[Available data — start]

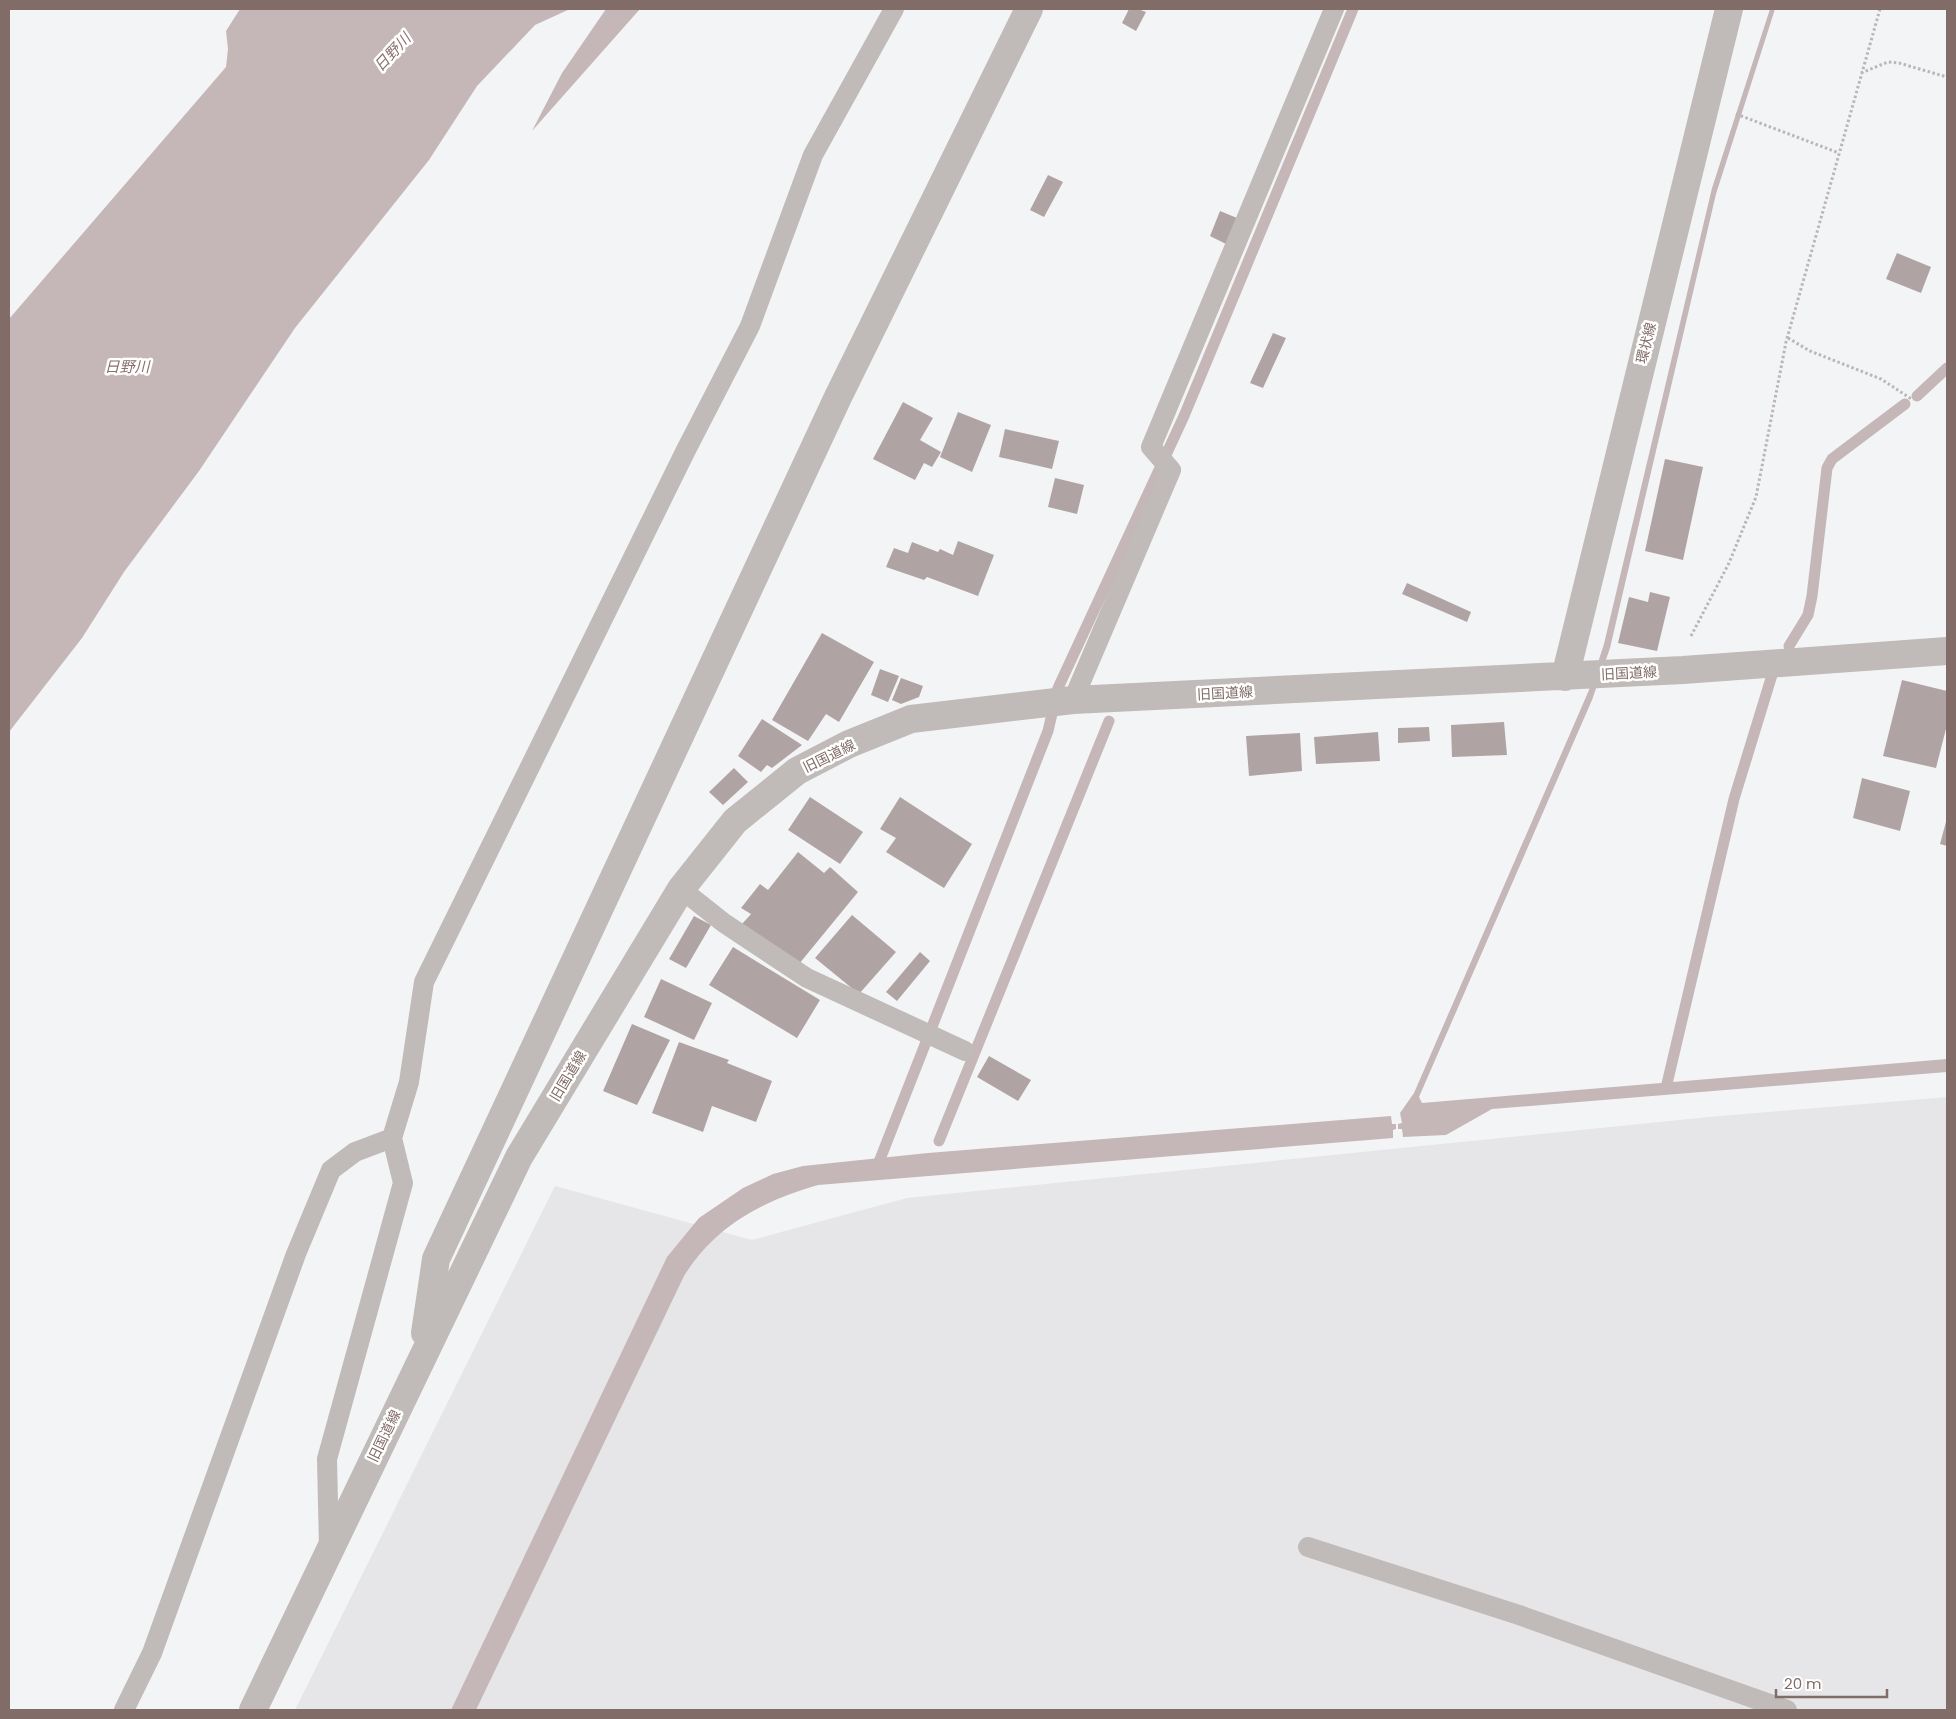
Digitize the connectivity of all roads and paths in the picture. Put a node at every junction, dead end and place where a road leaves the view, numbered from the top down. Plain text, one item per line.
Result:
1 (894, 9) edge
2 (1029, 9) edge
3 (1334, 9) edge
4 (1729, 9) edge
5 (1880, 9) edge
6 (1861, 73) junction
7 (1947, 77) edge
8 (1705, 102) junction
9 (1839, 153) junction
10 (1788, 338) junction
11 (1913, 400) dead end
12 (1947, 651) edge
13 (1683, 670) junction
14 (1564, 677) junction
15 (1073, 700) junction
16 (680, 889) junction
17 (965, 1051) dead end
18 (392, 1138) junction
19 (421, 1358) junction
20 (1308, 1547) dead end
21 (329, 1550) junction
22 (124, 1710) edge
23 (253, 1710) edge
24 (1787, 1710) edge

1 - 18 lane
2 - 19 street
3 - 15 lane
4 - 8 street, 環状線
5 - 6 path
6 - 7 path
6 - 9 path
8 - 9 path
8 - 14 street, 環状線
9 - 10 path
10 - 11 path
10 - 13 path
12 - 13 street, 旧国道線
13 - 14 street, 旧国道線
14 - 15 street, 旧国道線
15 - 16 street, 旧国道線
16 - 17 lane
16 - 19 street, 旧国道線
18 - 21 lane
18 - 22 lane
19 - 21 street, 旧国道線
20 - 24 lane
21 - 23 street, 旧国道線

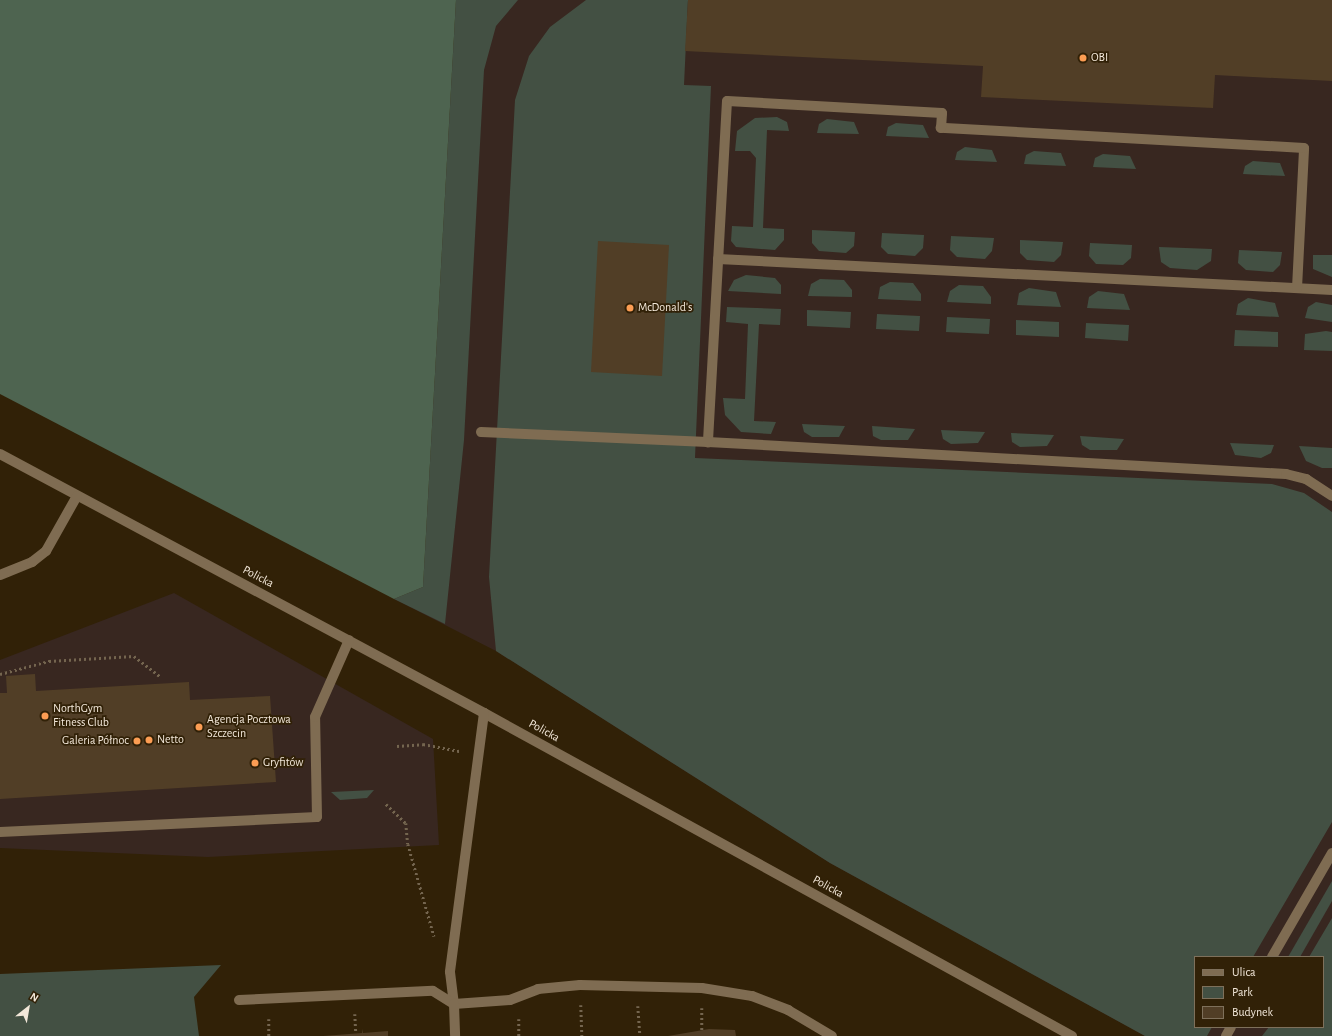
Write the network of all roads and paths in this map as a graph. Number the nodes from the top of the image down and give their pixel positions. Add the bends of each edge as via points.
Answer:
1 (718, 259) junction
2 (1296, 288) junction
3 (1332, 290) edge
4 (481, 432) dead end
5 (708, 442) junction
6 (0, 454) edge
7 (78, 496) junction
8 (1332, 496) edge
9 (0, 575) edge
10 (349, 640) junction
11 (0, 674) edge
12 (160, 676) dead end
13 (484, 713) junction
14 (397, 746) dead end
15 (478, 754) junction
16 (386, 804) dead end
17 (0, 832) edge
18 (1332, 853) edge
19 (1273, 956) edge
20 (450, 972) junction
21 (580, 985) junction
22 (636, 985) junction
23 (239, 1000) dead end
24 (454, 1004) junction
25 (640, 1035) edge
26 (455, 1036) edge
27 (582, 1036) edge
28 (832, 1036) edge
29 (1072, 1036) edge

1 - 2 street
1 - 2 street via 727,101 942,113 941,128 1304,148
1 - 5 street
2 - 3 street
4 - 5 street
5 - 8 street via 1286,474 1306,479
6 - 7 street, Policka
7 - 9 street via 46,551 32,562
7 - 10 street, Policka
10 - 13 street, Policka
10 - 17 street via 315,717 317,817
11 - 12 path via 49,661 134,656
13 - 15 street
13 - 29 street, Policka
14 - 15 path via 423,744
15 - 20 street
16 - 20 path via 406,823 424,904 440,958
18 - 19 street
20 - 24 street
21 - 22 street
21 - 24 street via 538,989 510,1000
21 - 27 path
22 - 25 path
22 - 28 street via 702,988 752,996 788,1010
23 - 24 street via 433,991
24 - 26 street

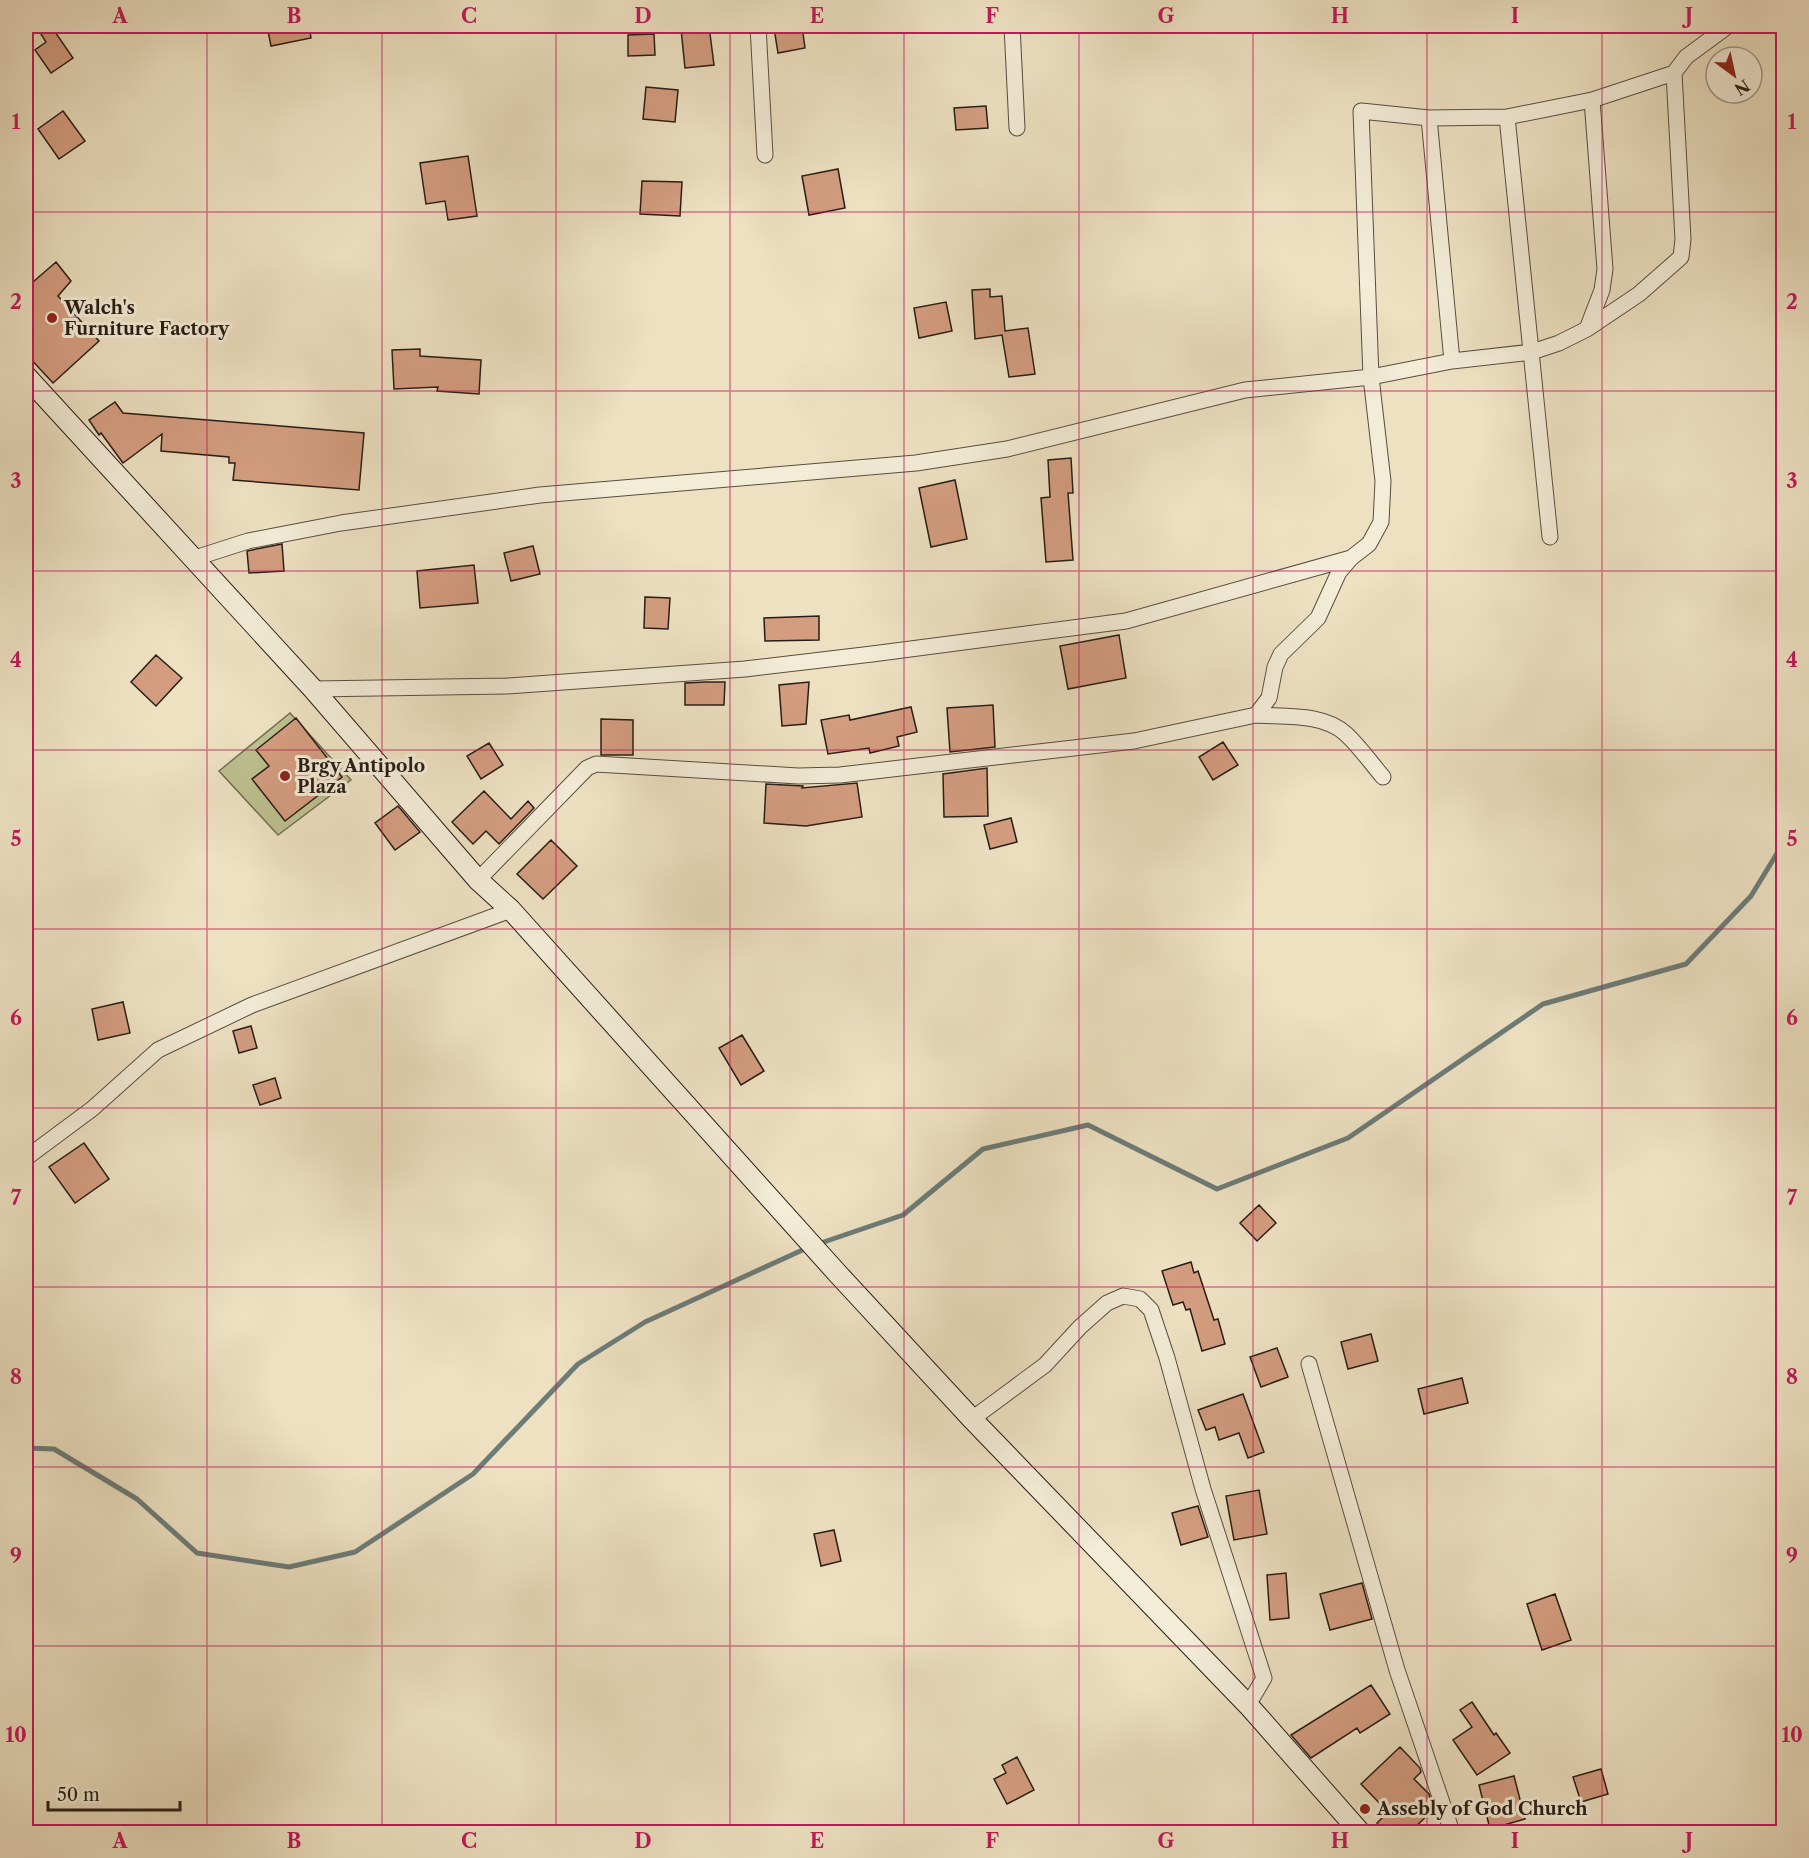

[Available data — finish]

The expected answer is a copy of every line in the entries that holds the word "from".

Digitize the connectivity of all roads and paths in the picture. Put a node at every junction, dead end and place where a road leaves the view, numbered from the top down. Plain text, one item per line.
Write the network of all roads and paths in this map as a graph. Number the nodes from the top of the image down and give their pixel positions. Add the bends of each edge as via points.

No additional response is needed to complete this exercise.